**EXTRACTED RECORDS:**
* * *
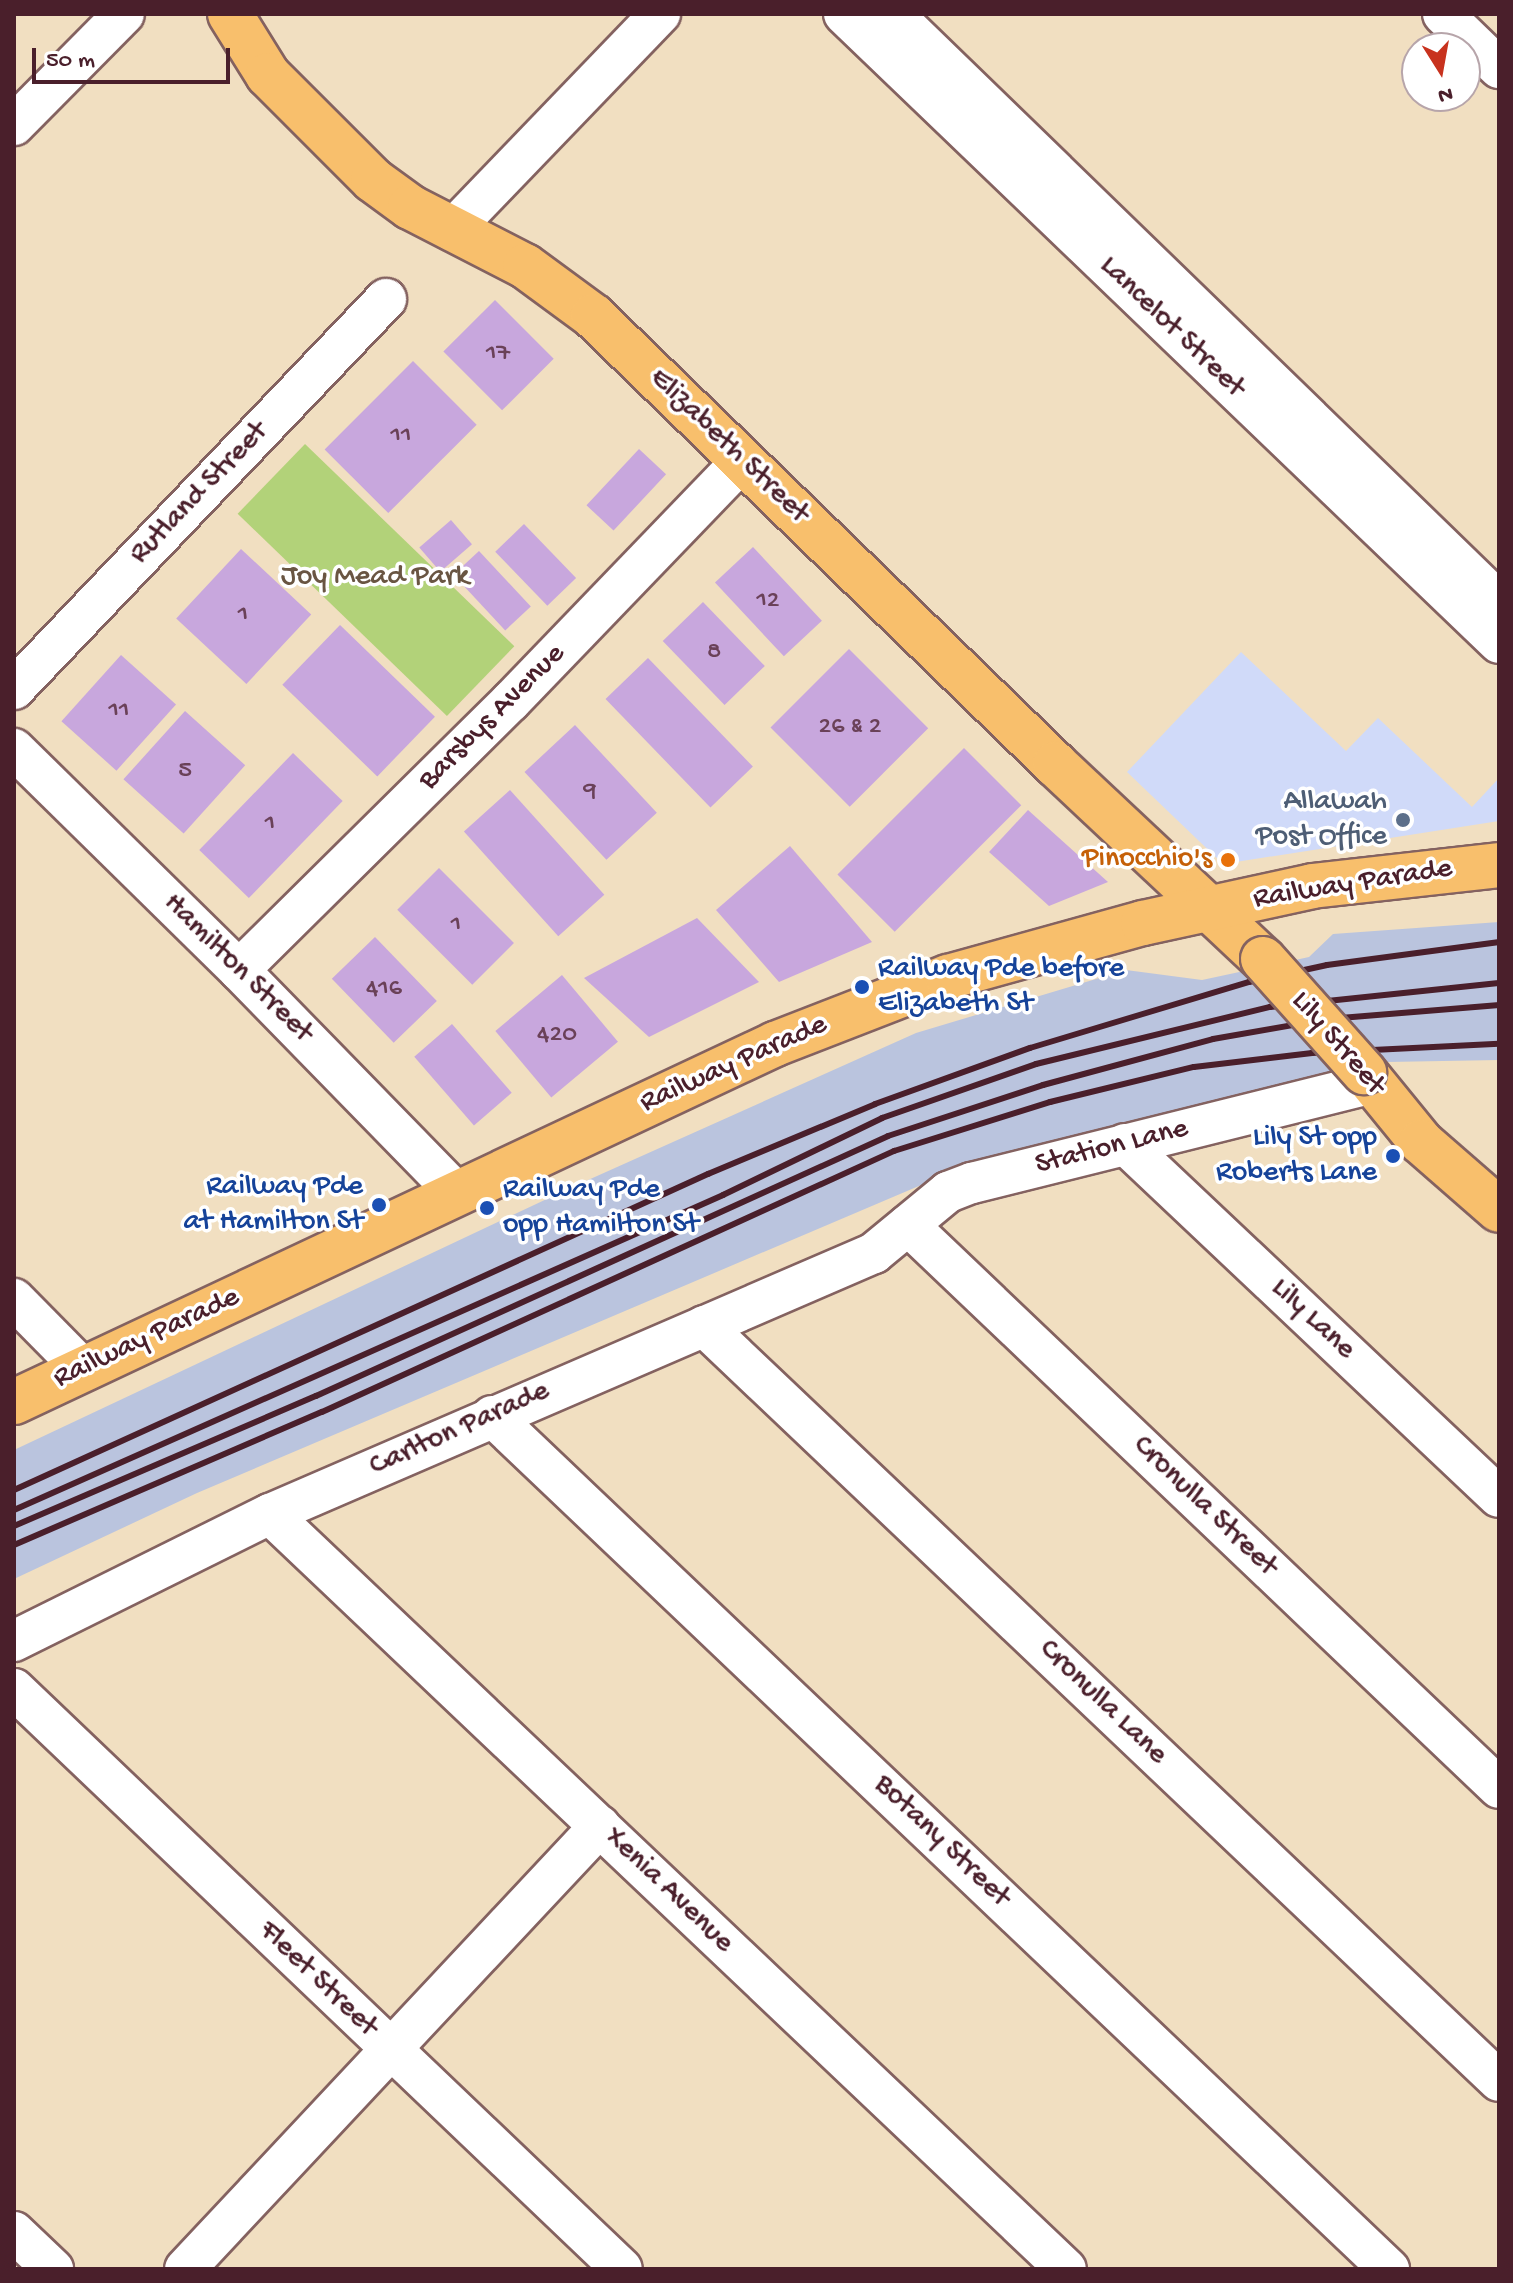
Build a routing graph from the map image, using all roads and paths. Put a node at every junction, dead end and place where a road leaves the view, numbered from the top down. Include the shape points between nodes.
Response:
1 (124, 14) edge
2 (230, 14) edge
3 (660, 14) edge
4 (844, 14) edge
5 (893, 14) edge
6 (1443, 14) edge
7 (1499, 68) edge
8 (14, 125) edge
9 (452, 230) junction
10 (386, 299) dead end
11 (742, 461) junction
12 (1499, 602) edge
13 (1499, 643) edge
14 (14, 689) edge
15 (14, 749) edge
16 (1499, 865) edge
17 (1212, 908) junction
18 (239, 970) junction
19 (1369, 1078) junction
20 (1125, 1144) junction
21 (1493, 1191) edge
22 (456, 1192) junction
23 (908, 1225) junction
24 (14, 1299) edge
25 (704, 1326) junction
26 (84, 1370) junction
27 (14, 1402) edge
28 (492, 1416) junction
29 (1499, 1497) edge
30 (270, 1514) junction
31 (14, 1641) edge
32 (14, 1689) edge
33 (1499, 1788) edge
34 (600, 1826) junction
35 (390, 2050) junction
36 (1499, 2081) edge
37 (14, 2232) edge
38 (53, 2269) edge
39 (185, 2269) edge
40 (622, 2269) edge
41 (1066, 2269) edge
42 (1389, 2269) edge

1 - 8 street
2 - 9 main road, Elizabeth Street via 268,75 339,148 398,198
3 - 9 street
4 - 13 street, Lancelot Street
5 - 12 street, Lancelot Street
6 - 7 street
9 - 11 main road, Elizabeth Street via 525,266 563,292
10 - 14 street, Rutland Street
11 - 17 main road, Elizabeth Street via 1166,871
11 - 18 street, Barsbys Avenue via 511,701
15 - 18 street, Hamilton Street
16 - 17 main road, Railway Parade via 1312,886
17 - 19 main road, Lily Street, bridge
17 - 22 main road, Railway Parade via 1036,951 862,1009
18 - 22 street, Hamilton Street
19 - 20 street, Station Lane
19 - 21 main road, Lily Street via 1421,1142
20 - 23 street, Station Lane via 972,1183 948,1192
20 - 29 street, Lily Lane
22 - 26 main road, Railway Parade
23 - 25 street, Carlton Parade via 874,1253
23 - 33 street, Cronulla Street
24 - 26 street
25 - 28 street, Carlton Parade
25 - 36 street, Cronulla Lane
26 - 27 main road, Railway Parade
28 - 30 street, Carlton Parade
28 - 42 street, Botany Street
30 - 31 street, Carlton Parade
30 - 34 street, Xenia Avenue
32 - 35 street, Fleet Street
34 - 35 street
34 - 41 street, Xenia Avenue
35 - 39 street
35 - 40 street, Fleet Street
37 - 38 street

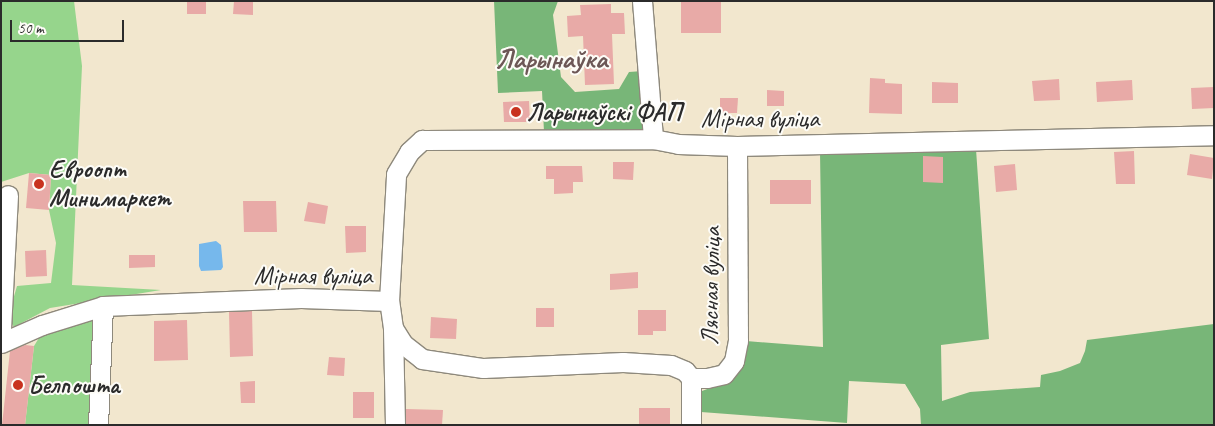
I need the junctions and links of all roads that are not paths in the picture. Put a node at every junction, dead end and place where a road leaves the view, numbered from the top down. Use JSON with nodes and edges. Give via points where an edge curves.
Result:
* * *
**EXERCISE DETAILS:** Copy out the lines of the data where the string "down" occurs.

**SOLUTION FOR THIS TASK:**
Build a routing graph from the map image, using all roads and paths. Put a node at every junction, dead end and place where a road leaves the view, numbered from the top down. Include the shape points between nodes.
I need the junctions and links of all roads that are not paths in the picture. Put a node at every junction, dead end and place where a road leaves the view, numbered from the top down. Use JSON with nodes and edges. Give via points where an edge curves.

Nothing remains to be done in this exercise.